Encore une note de l'année dernière, elle date du 28 Janvier...Il est bien mort l' Abbé !
***
Tout comme la langue d’Esope, le progrès peut se révéler la meilleure et la pire des choses. Il amplifie certains mouvements, et en étouffe d'autres...
Il n’est pour s’en rendre compte que de superposer les mêmes événements, et la perception qu’en ont les gens à des époques différentes.
Hiver 54, j’avais neuf ans à peine.
Un curé quasiment inconnu se met en pétard et lance un appel à la radio.
Son cri est entendu !
De tous les recoins de la France remuée aux tripes, le peuple, riches et pauvres mêlés y va de son mandat, regarde dans ses placards et ses armoires , et donne un peu de ce qu’il a.
Le curé du village, un orateur hors pair, dont la voix forte s’élevait à chaque prêche vers la voûte de l’Eglise, et dont les paroles semblaient écraser ses ouailles en retombant du ciel, relaya cet appel.
Et tout le monde porta à la mairie, la République et le Clergé faisaient bon ménage chez nous, qui une couverture, qui des draps, des vêtements chauds…
Pendant quelques jours, les gens se sentirent meilleurs.
Aujourd’hui aussi des gens, pour la même cause, se sont mis à crier.
Tout comme le curé de 54, ils sont allés au devant des micros et des caméras, pour essayer de sortir le peuple de sa torpeur, et extirper de la misère et du désespoir les cassés de la vie, et tous ceux, de plus en plus nombreux qui glissent vers le fond.
Eux aussi ont été entendus.
Mais à un demi-siècle d’intervalle, si les causes produisent toujours les mêmes effets, les résultats ne sont pas les mêmes !
Le progrès, qui installe les gens dans un confort douillet les isole, les détache de leurs frères.

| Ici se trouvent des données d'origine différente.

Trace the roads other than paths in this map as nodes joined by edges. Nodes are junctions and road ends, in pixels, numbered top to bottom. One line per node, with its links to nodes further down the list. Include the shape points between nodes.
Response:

Les cris ont moins d’écho quand ils se heurtent à des murs en coton ….
Le curé, le Chevalier des Gueux, ne s’est pas arrêté en chemin, il n’a pas attendu le bon vouloir des puissants, ni que le Parlement légifère.
Les gueux, il les a remis debout, et le ronron des discours s’est vite étouffé dans le bruit des bétonnières !

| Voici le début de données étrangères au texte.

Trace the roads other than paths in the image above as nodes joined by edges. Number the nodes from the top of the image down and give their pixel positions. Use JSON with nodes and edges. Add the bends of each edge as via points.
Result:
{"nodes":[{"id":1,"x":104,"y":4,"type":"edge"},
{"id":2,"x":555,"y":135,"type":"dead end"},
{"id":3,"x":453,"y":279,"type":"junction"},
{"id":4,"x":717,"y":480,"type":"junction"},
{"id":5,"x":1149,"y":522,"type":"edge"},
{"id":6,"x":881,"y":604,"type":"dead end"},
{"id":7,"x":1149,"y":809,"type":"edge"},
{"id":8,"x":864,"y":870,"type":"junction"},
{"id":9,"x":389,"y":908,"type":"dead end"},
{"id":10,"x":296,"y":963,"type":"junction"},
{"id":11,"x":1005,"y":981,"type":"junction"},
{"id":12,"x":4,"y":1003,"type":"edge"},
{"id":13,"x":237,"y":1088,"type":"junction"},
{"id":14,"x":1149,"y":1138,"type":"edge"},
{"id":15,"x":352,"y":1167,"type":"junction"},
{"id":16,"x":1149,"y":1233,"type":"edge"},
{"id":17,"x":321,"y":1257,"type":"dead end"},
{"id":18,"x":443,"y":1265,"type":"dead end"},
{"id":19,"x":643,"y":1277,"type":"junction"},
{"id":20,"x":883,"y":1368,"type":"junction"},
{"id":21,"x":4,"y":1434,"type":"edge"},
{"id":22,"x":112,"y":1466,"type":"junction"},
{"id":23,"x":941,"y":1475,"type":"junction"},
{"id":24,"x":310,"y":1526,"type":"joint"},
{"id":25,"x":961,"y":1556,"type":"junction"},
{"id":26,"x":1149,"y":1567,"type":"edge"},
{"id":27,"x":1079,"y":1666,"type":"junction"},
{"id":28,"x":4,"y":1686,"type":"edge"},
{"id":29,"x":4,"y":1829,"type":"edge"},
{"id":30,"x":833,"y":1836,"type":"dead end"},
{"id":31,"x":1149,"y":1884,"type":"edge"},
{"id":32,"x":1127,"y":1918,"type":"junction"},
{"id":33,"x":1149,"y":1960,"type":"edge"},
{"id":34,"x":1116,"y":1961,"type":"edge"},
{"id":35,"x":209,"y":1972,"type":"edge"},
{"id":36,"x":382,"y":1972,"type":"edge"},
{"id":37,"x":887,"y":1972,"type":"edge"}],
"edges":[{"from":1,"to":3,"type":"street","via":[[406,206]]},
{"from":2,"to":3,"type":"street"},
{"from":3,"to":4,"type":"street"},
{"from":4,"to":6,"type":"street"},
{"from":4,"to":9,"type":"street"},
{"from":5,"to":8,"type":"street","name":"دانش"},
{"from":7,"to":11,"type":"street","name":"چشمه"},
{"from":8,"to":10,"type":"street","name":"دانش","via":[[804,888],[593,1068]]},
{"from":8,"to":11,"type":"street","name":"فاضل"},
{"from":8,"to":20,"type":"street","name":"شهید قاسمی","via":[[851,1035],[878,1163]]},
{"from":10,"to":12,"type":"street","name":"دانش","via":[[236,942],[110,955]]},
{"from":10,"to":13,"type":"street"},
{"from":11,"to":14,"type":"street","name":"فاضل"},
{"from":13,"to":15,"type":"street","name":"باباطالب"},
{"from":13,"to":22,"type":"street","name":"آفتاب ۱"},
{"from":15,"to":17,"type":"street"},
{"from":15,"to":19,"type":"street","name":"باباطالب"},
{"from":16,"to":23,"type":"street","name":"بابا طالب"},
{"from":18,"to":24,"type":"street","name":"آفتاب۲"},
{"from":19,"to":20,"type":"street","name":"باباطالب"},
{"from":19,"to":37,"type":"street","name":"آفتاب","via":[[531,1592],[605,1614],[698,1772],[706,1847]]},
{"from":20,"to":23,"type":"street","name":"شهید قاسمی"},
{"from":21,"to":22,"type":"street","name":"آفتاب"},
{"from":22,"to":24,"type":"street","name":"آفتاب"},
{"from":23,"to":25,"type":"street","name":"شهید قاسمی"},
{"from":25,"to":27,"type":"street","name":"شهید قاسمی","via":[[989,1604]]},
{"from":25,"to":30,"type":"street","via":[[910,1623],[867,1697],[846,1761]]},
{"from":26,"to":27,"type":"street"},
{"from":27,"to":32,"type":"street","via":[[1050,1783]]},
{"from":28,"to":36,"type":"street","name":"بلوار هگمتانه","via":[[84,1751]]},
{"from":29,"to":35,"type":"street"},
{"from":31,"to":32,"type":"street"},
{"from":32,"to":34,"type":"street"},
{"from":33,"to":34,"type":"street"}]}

Des maisons sont sorties de terre, sans que l’on se soucie trop des formalités et autres tracas administratifs, prétextes bien commodes pour différer, ajourner, ou ne rien faire.

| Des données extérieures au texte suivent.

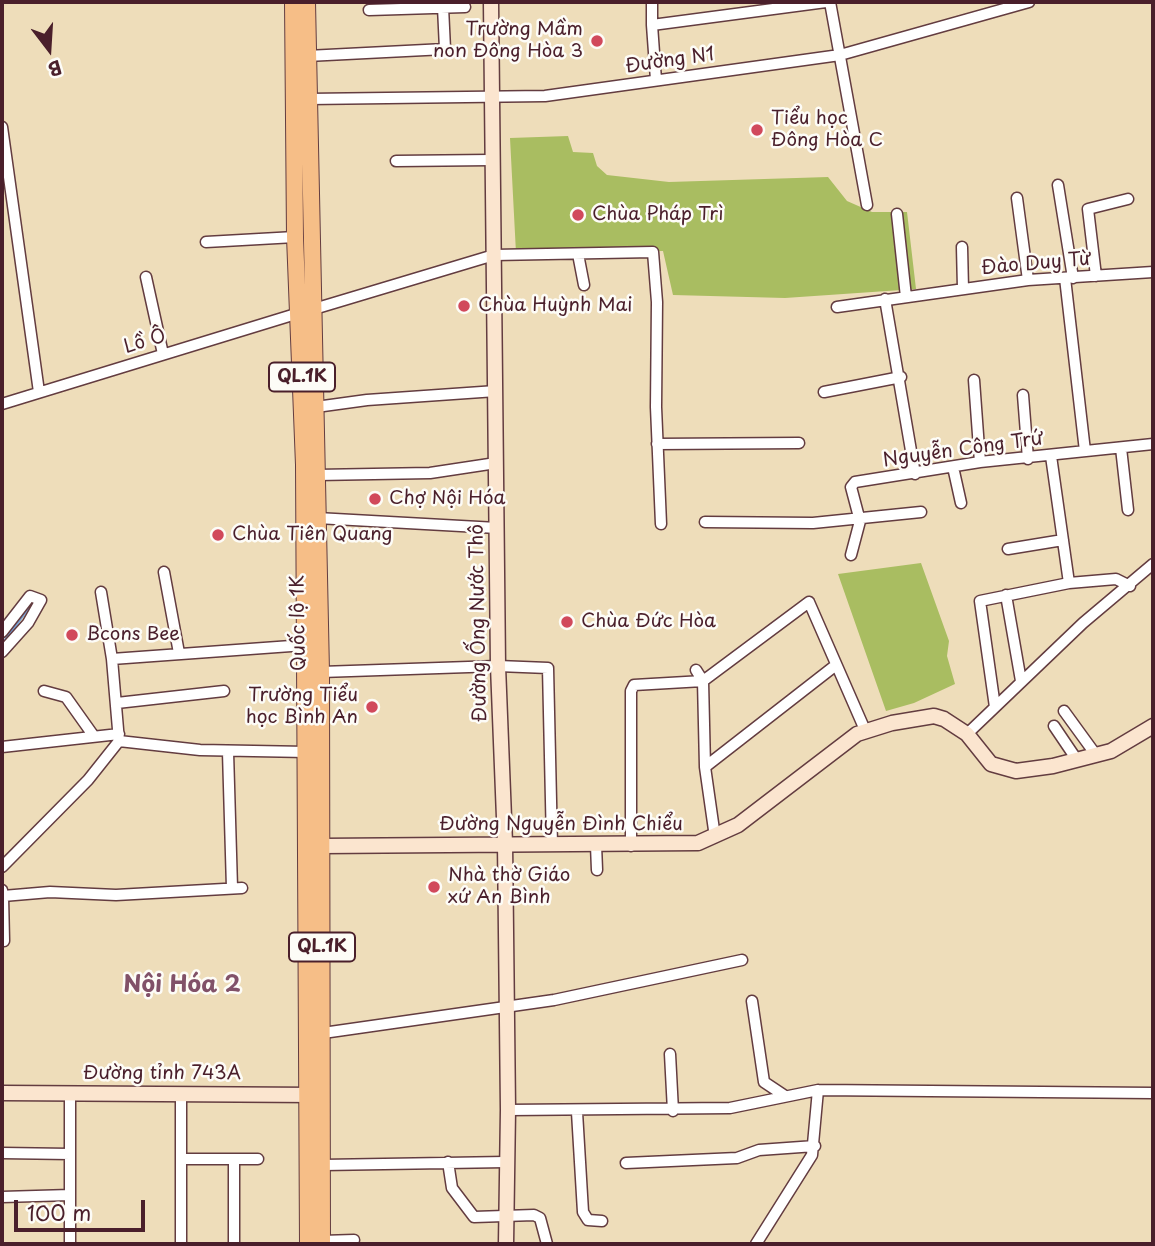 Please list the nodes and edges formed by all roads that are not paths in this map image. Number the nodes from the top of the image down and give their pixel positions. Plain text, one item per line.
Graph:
1 (293, 2) edge
2 (307, 2) edge
3 (491, 2) edge
4 (652, 2) edge
5 (828, 2) edge
6 (1029, 2) edge
7 (443, 7) junction
8 (465, 7) dead end
9 (369, 10) dead end
10 (652, 25) junction
11 (840, 55) junction
12 (307, 56) junction
13 (656, 80) junction
14 (494, 98) junction
15 (309, 99) junction
16 (2, 127) edge
17 (491, 160) junction
18 (396, 161) dead end
19 (1058, 186) dead end
20 (1017, 198) dead end
21 (1128, 199) dead end
22 (867, 205) dead end
23 (897, 214) dead end
24 (295, 237) junction
25 (206, 242) dead end
26 (962, 247) dead end
27 (578, 254) junction
28 (494, 255) junction
29 (1153, 272) edge
30 (1096, 276) junction
31 (146, 277) dead end
32 (1069, 278) junction
33 (1028, 280) junction
34 (584, 285) dead end
35 (963, 289) junction
36 (906, 297) junction
37 (885, 299) junction
38 (837, 307) dead end
39 (307, 311) junction
40 (163, 354) junction
41 (901, 377) junction
42 (974, 380) dead end
43 (496, 391) junction
44 (39, 392) junction
45 (824, 392) dead end
46 (1023, 395) dead end
47 (2, 404) edge
48 (316, 407) junction
49 (799, 443) dead end
50 (657, 444) junction
51 (1153, 444) edge
52 (1121, 448) junction
53 (1085, 451) junction
54 (1051, 456) junction
55 (1028, 459) junction
56 (496, 463) junction
57 (980, 463) junction
58 (953, 467) junction
59 (915, 474) junction
60 (317, 475) junction
61 (961, 503) dead end
62 (1128, 510) dead end
63 (921, 512) dead end
64 (317, 518) junction
65 (860, 521) junction
66 (705, 522) dead end
67 (661, 524) dead end
68 (497, 528) junction
69 (1063, 540) junction
70 (1008, 549) dead end
71 (851, 555) dead end
72 (1153, 564) edge
73 (164, 572) dead end
74 (1069, 583) junction
75 (1130, 586) junction
76 (102, 592) dead end
77 (1006, 594) junction
78 (2, 632) edge
79 (305, 645) junction
80 (2, 652) edge
81 (179, 653) junction
82 (112, 659) junction
83 (836, 665) junction
84 (498, 666) junction
85 (696, 670) dead end
86 (321, 672) junction
87 (703, 681) junction
88 (1021, 681) junction
89 (44, 691) dead end
90 (224, 691) dead end
91 (117, 703) junction
92 (995, 706) junction
93 (1064, 711) dead end
94 (1054, 726) dead end
95 (1152, 729) edge
96 (864, 730) junction
97 (967, 734) junction
98 (93, 735) junction
99 (119, 738) junction
100 (2, 747) edge
101 (228, 752) junction
102 (307, 752) junction
103 (1096, 755) junction
104 (1077, 760) junction
105 (705, 766) junction
106 (715, 837) junction
107 (505, 843) junction
108 (552, 845) junction
109 (596, 845) junction
110 (314, 846) junction
111 (631, 846) junction
112 (2, 867) edge
113 (597, 870) dead end
114 (3, 893) edge
115 (4, 941) dead end
116 (742, 960) dead end
117 (752, 1001) dead end
118 (506, 1006) junction
119 (323, 1033) junction
120 (670, 1054) dead end
121 (817, 1090) junction
122 (2, 1093) edge
123 (70, 1093) junction
124 (1153, 1093) edge
125 (181, 1094) junction
126 (314, 1095) junction
127 (785, 1096) junction
128 (508, 1110) junction
129 (673, 1111) junction
130 (577, 1112) junction
131 (815, 1146) junction
132 (2, 1153) edge
133 (70, 1154) junction
134 (181, 1159) junction
135 (234, 1159) junction
136 (258, 1159) dead end
137 (506, 1161) junction
138 (447, 1163) junction
139 (626, 1163) dead end
140 (323, 1165) junction
141 (70, 1195) junction
142 (2, 1197) edge
143 (506, 1216) junction
144 (602, 1221) dead end
145 (354, 1240) dead end
146 (317, 1243) edge
147 (70, 1244) edge
148 (181, 1244) edge
149 (234, 1244) edge
150 (506, 1244) edge
151 (547, 1244) edge
152 (756, 1244) edge

1 - 24 main road, Quốc lộ 1K / QL.1K
2 - 12 main road, Quốc lộ 1K / QL.1K
3 - 14 street, Đường Ống Nước Thô
4 - 10 street
5 - 10 street
5 - 11 street
6 - 11 street, Đường N1
7 - 8 street
7 - 9 street
7 - 12 street
10 - 13 street
11 - 13 street, Đường N1
11 - 22 street
12 - 15 main road, Quốc lộ 1K / QL.1K
13 - 14 street, Đường N1
14 - 15 street, Đường N1
14 - 17 street, Đường Ống Nước Thô
15 - 39 main road, Quốc lộ 1K / QL.1K
16 - 44 street
17 - 18 street
17 - 28 street, Đường Ống Nước Thô
19 - 32 street
20 - 33 street
21 - 30 street
23 - 36 street
24 - 25 street
24 - 39 main road, Quốc lộ 1K / QL.1K
26 - 35 street
27 - 28 street, Lồ Ô
27 - 34 street
27 - 50 street, Lồ Ô
28 - 39 street, Lồ Ô
28 - 43 street, Đường Ống Nước Thô
29 - 30 street, Đào Duy Từ
30 - 32 street, Đào Duy Từ
31 - 40 street
32 - 33 street, Đào Duy Từ
32 - 53 street
33 - 35 street, Đào Duy Từ
35 - 36 street, Đào Duy Từ
36 - 37 street, Đào Duy Từ
37 - 38 street, Đào Duy Từ
37 - 41 street
39 - 40 street, Lồ Ô
39 - 48 main road, Quốc lộ 1K / QL.1K
39 - 79 main road, Quốc lộ 1K / QL.1K
40 - 44 street, Lồ Ô
41 - 45 street
41 - 59 street
42 - 57 street
43 - 48 street
43 - 56 street, Đường Ống Nước Thô
44 - 47 street, Lồ Ô
46 - 55 street
48 - 60 main road, Quốc lộ 1K / QL.1K
49 - 50 street
50 - 67 street
51 - 52 street, Nguyễn Công Trứ
52 - 53 street, Nguyễn Công Trứ
52 - 62 street
53 - 54 street, Nguyễn Công Trứ
54 - 55 street, Nguyễn Công Trứ
54 - 69 street
55 - 57 street, Nguyễn Công Trứ
56 - 60 street
56 - 68 street, Đường Ống Nước Thô
57 - 58 street, Nguyễn Công Trứ
58 - 59 street, Nguyễn Công Trứ
58 - 61 street
59 - 65 street, Nguyễn Công Trứ
60 - 64 main road, Quốc lộ 1K / QL.1K
63 - 65 street
64 - 68 street
64 - 86 main road, Quốc lộ 1K / QL.1K
65 - 66 street
65 - 71 street, Nguyễn Công Trứ
68 - 84 street, Đường Ống Nước Thô
69 - 70 street
69 - 74 street
72 - 75 street
73 - 81 street
74 - 75 street
74 - 77 street
75 - 88 street
76 - 82 street
77 - 88 street
77 - 92 street
78 - 80 street
79 - 81 street
79 - 102 main road, Quốc lộ 1K / QL.1K
81 - 82 street
82 - 91 street
83 - 87 street
83 - 96 street
83 - 105 street
84 - 86 street
84 - 107 street, Đường Ống Nước Thô
84 - 108 street
85 - 87 street
86 - 110 main road, Quốc lộ 1K / QL.1K
87 - 105 street
87 - 111 street
88 - 92 street
89 - 98 street
90 - 91 street
91 - 99 street
92 - 97 street
93 - 103 street
94 - 104 street
95 - 103 street, Đường Nguyễn Đình Chiểu
96 - 97 street, Đường Nguyễn Đình Chiểu
96 - 106 street, Đường Nguyễn Đình Chiểu
97 - 104 street, Đường Nguyễn Đình Chiểu
98 - 99 street
98 - 100 street
99 - 101 street
99 - 112 street
101 - 102 street
101 - 114 street
102 - 110 main road, Quốc lộ 1K / QL.1K
103 - 104 street, Đường Nguyễn Đình Chiểu
105 - 106 street
106 - 111 street, Đường Nguyễn Đình Chiểu
107 - 108 street, Đường Nguyễn Đình Chiểu
107 - 110 street, Đường Nguyễn Đình Chiểu
107 - 118 street, Đường Ống Nước Thô
108 - 109 street, Đường Nguyễn Đình Chiểu
109 - 111 street, Đường Nguyễn Đình Chiểu
109 - 113 street
110 - 119 main road, Quốc lộ 1K / QL.1K
110 - 126 main road, Quốc lộ 1K / QL.1K
114 - 115 street
116 - 118 street
117 - 127 street
118 - 119 street
118 - 128 street, Đường Ống Nước Thô
119 - 126 main road, Quốc lộ 1K / QL.1K
120 - 129 street
121 - 124 street
121 - 127 street
121 - 131 street
122 - 123 street, Đường tỉnh 743A
123 - 125 street, Đường tỉnh 743A
123 - 133 street
125 - 126 street, Đường tỉnh 743A
125 - 134 street
126 - 140 main road, Quốc lộ 1K / QL.1K
126 - 146 main road, Quốc lộ 1K / QL.1K
127 - 129 street
128 - 130 street
128 - 137 street, Đường Ống Nước Thô
129 - 130 street
130 - 144 street
131 - 139 street
131 - 152 street
132 - 133 street
133 - 141 street
134 - 135 street
134 - 148 street
135 - 136 street
135 - 149 street
137 - 138 street
137 - 143 street, Đường Ống Nước Thô
138 - 140 street
138 - 143 street
140 - 146 main road, Quốc lộ 1K / QL.1K
141 - 142 street
141 - 147 street
143 - 150 street, Đường Ống Nước Thô
143 - 151 street
145 - 146 street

Plus qu’un mouvement, il a fait naître un élan l’abbé.Ce ne sont pas sous des tentes alignées le long d’un canal qu’ils se sont mis au chaud les miséreux, encore qu’il en ait semé aussi des tentes l’abbé, c’est dans des maisons qu’ils ont bâties de leurs mains !
Pas très belles les bicoques, on aurait dit des « chalandonnettes », mais vues de l’intérieur, c’étaient les plus belles maisons du monde, les maisons de l’amour et du courage !
Et à la différence des tentes du Canal Saint-Martin, on y vivait debout…
A Bientôt…
20:00 Publié dans BILLETS d' HUMEUR | Lien permanent | Commentaires (5) | Envoyer cette note
Commentaires
Ton talent au service des sans-rien,
Merci Alain pour cette page dominicale,
je partage ton avis sur les tentes de Saint-martin,dans lequelles actuellement on meurt autant de froid que dehors, et à quatre pattes...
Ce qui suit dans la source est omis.